Veteran recruiter Al McIntee is relying on his 13 years of experience with LPL Financial (LPLA), Charles Schwab (SCHW) and Cetera Advisor Networks to start a new business for advisors who want to go independent or change their business model.
The number of options for advisors has gone way up over the past decade or so, and reps need someone to help them with “the exhaustive discovery work,” says McIntee, 46, who worked as an advisor for Merrill Lynch (BAC) when he started in the field.
For instance, there are the numerous regulatory and financial considerations that go along with understanding whether or not it’s worthwhile to form your own RIA, he explains. “Many financial advisors think the hybrid-RIA model may be right for them, and I can help demystify what independence is,” said McIntee in a phone interview with ThinkAdvisor.
The average third-party industry recruiter aims to put advisors in touch with five broker-dealers. “They do a high-volume business and need to place advisors where they can collect the highest fees. It can be very impersonal, and a lot of the work is done online.”
Rather than helping advisors simply switch firms, McIntee says he tailors his services. “I can look at their books of business and discuss the merits of forming their own RIA or working with a corporate RIA and of staying with a hybrid model vs. going RIA only,” he shared.
In addition, issues like software programs for portfolio management and client relationships, back-office integration and licensing have to be carefully discussed.
“Advisors want some flexibility. They need to understand what model is right for their book of business,” explained McIntee, whose office is located in the Greater San Diego area. “A generic recruiter typically tries to get an advisor in touch with four or five broker-dealers and hope that one sticks.”
McIntee, who is meeting with several potential clients in New York this week, says his sweet spot is working with wirehouse advisors who want to go independent or IBD reps “looking to find better mousetraps.” This includes working with reps who may have a good percentage of their business in separately managed accounts, for instance, and with clients who need collateralized lending.
“I want to do the legwork for the advisor,” he explained. “Also, reps can get paralysis analysis when they are poring over spreadsheets.

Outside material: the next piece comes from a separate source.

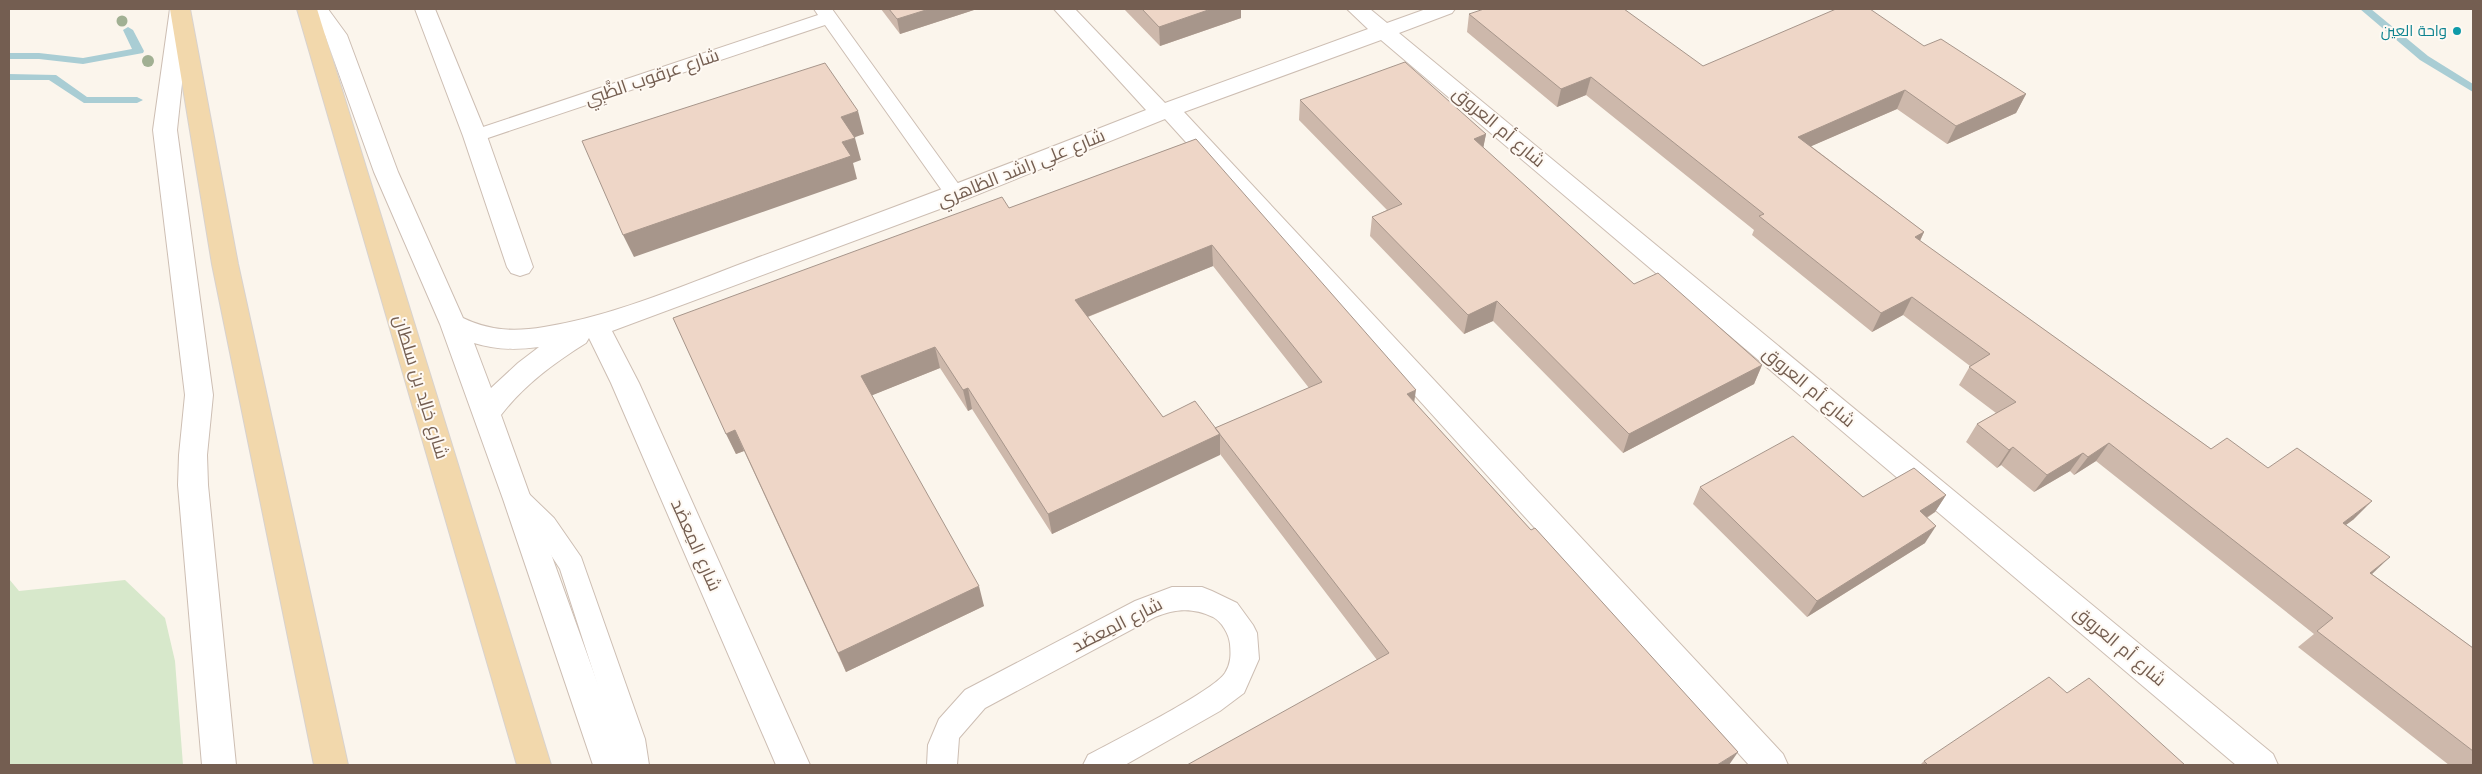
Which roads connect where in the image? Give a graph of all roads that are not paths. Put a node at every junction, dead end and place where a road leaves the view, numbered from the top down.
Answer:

I can look at their mix of business and goals and narrow the search down to two or three of the top firms after doing lots of due diligence.” The work is “platform agnostic,” he adds.
His target reps and teams have about $400,000-$500,000 in yearly fees and commissions or more and at least $50 million in assets under management. In general, recruiters receive about 5%-7% of an advisor’s trailing 12-month production after a recruiting deal is signed — about 3% or 4% up front. The recruiting broker-dealer pays these fees, not the advisor, according to McIntee. Custodial firms typically pay recruiters 5-6 basis points for assets under management that are moved to them.

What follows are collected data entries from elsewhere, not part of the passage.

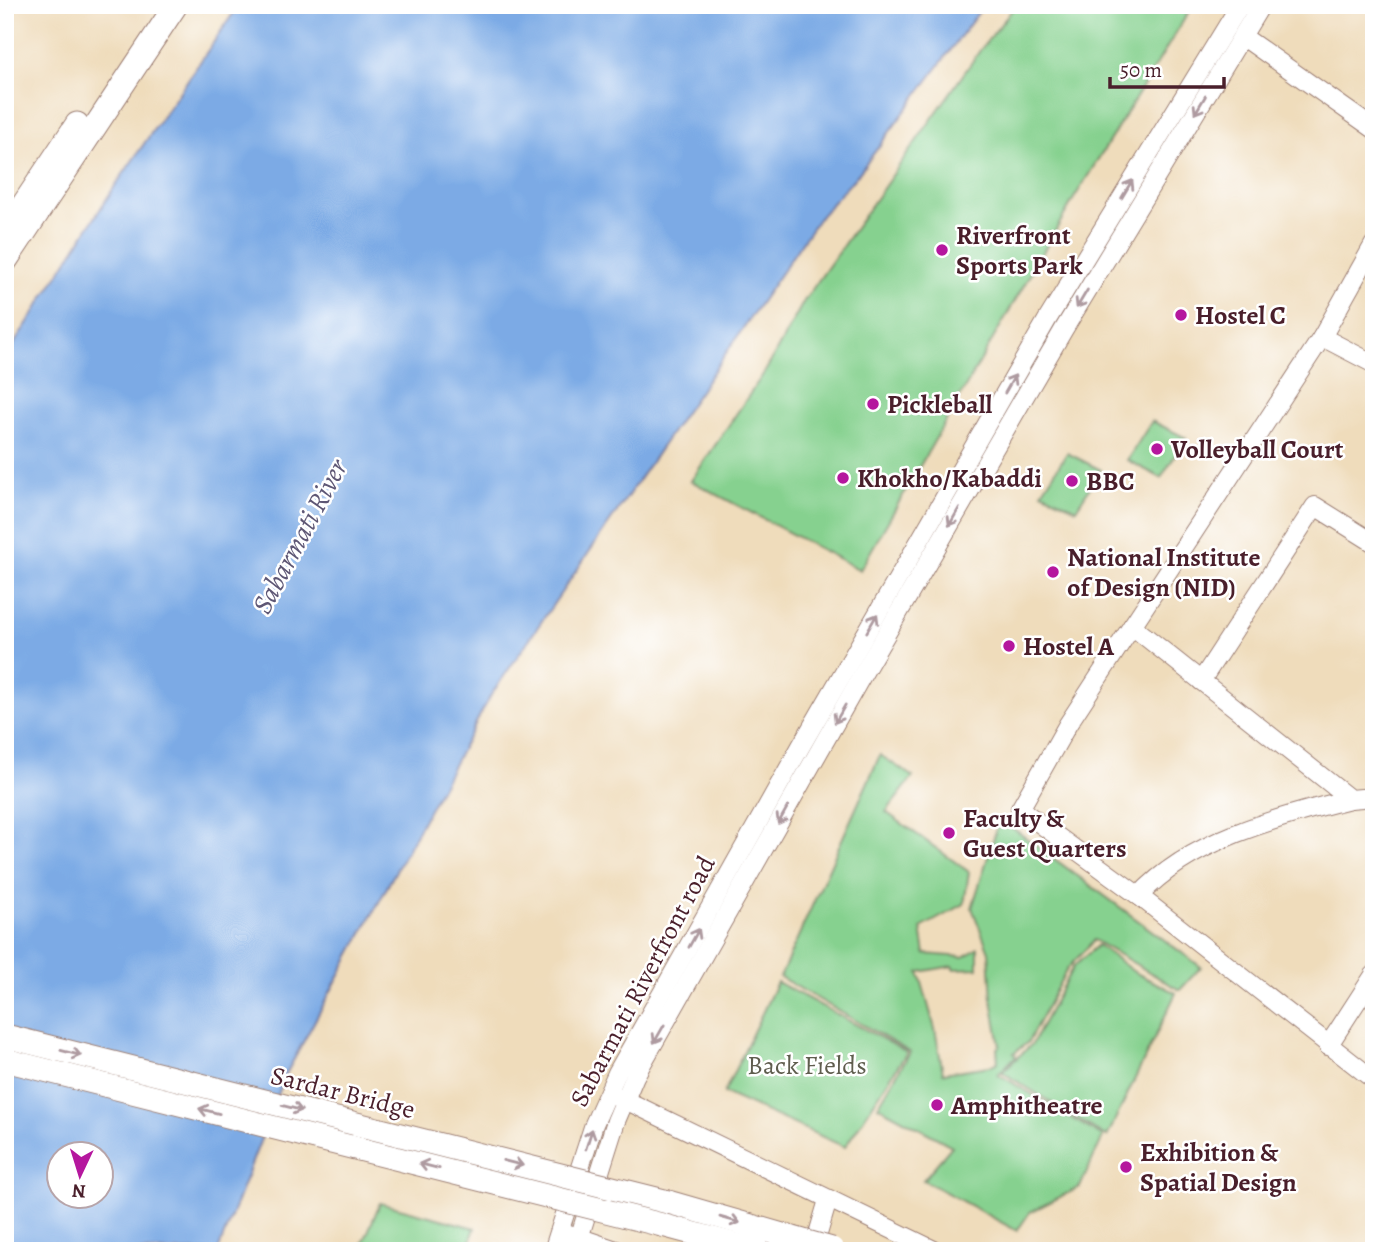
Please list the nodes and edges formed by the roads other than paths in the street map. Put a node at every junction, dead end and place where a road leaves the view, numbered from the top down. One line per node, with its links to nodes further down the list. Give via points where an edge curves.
1 (159, 5): 6 (main road)
2 (176, 5): 6 (main road)
3 (1240, 5): 16 (street, one-way to 3, via 1047,320)
4 (1261, 5): 5 (street)
5 (1242, 36): 7 (street); 16 (street, one-way to 16)
6 (138, 49): 8 (main road); 10 (main road)
7 (1374, 129)
8 (5, 232)
9 (1374, 244): 11 (street)
10 (5, 262)
11 (1322, 337): 12 (street); 14 (street)
12 (1374, 364)
13 (1374, 543): 15 (street, via 1315,506)
14 (1132, 626): 15 (street); 19 (street, via 1020,809)
15 (1201, 681): 18 (street)
16 (809, 751): 25 (street, Sabarmati Riverfront road, one-way to 16); 26 (street, Sabarmati Riverfront road, one-way to 26)
17 (1374, 797): 18 (street)
18 (1350, 799): 19 (street, via 1281,817 1199,850 1153,880)
19 (1139, 896): 22 (street)
20 (1374, 975): 22 (street)
21 (5, 1036): 28 (main road, Sardar Bridge, one-way to 28, bridge)
22 (1328, 1046): 24 (street)
23 (5, 1060): 28 (main road, Sardar Bridge, one-way to 23, bridge)
24 (1374, 1080)
25 (607, 1092): 26 (street); 29 (street, Sabarmati Riverfront road, one-way to 25)
26 (624, 1099): 27 (street); 30 (street, Sabarmati Riverfront road)
27 (828, 1200): 31 (street); 35 (street)
28 (665, 1213): 31 (main road, one-way to 31, bridge, via 793,1237); 34 (main road)
29 (558, 1231): 30 (street); 32 (street, Sabarmati Riverfront road)
30 (577, 1244): 33 (street)
31 (827, 1250)
32 (553, 1251)
33 (619, 1251)
34 (759, 1251)
35 (936, 1251)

Working with a recruiter means an advisor’s confidentiality can be protected during the process, so an existing broker-dealer won’t find out a rep is looking around and getting ready to move.
“There are recruiters that will tell advisors just what they want to hear,” McIntee cautioned. “I can decipher the white noise, since I know what drives profitability. I can get advisors the top transitional assistance, as I know how margins and technology work.”